Data records
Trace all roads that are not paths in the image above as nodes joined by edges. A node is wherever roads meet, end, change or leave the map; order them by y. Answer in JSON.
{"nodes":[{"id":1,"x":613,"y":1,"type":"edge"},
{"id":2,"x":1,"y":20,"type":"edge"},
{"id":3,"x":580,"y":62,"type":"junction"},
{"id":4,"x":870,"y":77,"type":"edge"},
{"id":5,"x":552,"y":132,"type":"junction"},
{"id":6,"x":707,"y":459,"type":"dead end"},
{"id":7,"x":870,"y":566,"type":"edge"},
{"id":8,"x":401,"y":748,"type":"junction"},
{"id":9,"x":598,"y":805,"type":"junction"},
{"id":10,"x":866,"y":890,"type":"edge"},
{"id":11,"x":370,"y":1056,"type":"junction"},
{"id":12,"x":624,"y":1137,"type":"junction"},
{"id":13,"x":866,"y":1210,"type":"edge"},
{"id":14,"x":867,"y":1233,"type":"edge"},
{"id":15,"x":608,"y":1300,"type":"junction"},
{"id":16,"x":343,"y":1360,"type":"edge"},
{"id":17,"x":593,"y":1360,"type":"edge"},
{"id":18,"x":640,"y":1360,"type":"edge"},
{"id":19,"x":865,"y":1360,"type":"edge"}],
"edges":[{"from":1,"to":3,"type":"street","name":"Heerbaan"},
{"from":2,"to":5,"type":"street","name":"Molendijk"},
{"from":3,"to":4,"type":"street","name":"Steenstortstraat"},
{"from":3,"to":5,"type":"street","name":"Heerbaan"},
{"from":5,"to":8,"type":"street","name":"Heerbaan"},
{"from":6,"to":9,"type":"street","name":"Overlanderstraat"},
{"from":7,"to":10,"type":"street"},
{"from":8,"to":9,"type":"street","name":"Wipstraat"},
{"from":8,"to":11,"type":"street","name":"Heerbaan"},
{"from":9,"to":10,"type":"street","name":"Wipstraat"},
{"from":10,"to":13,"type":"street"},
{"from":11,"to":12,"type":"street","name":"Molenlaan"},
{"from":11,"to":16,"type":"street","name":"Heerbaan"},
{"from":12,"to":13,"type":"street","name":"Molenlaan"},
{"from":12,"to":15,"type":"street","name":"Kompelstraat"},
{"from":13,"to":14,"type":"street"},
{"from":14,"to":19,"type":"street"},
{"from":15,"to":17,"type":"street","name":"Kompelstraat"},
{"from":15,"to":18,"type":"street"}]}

Required work.
For each line above that contains the word "Molenlaan", copy that line.

Exercise answer.
{"from":11,"to":12,"type":"street","name":"Molenlaan"},
{"from":12,"to":13,"type":"street","name":"Molenlaan"},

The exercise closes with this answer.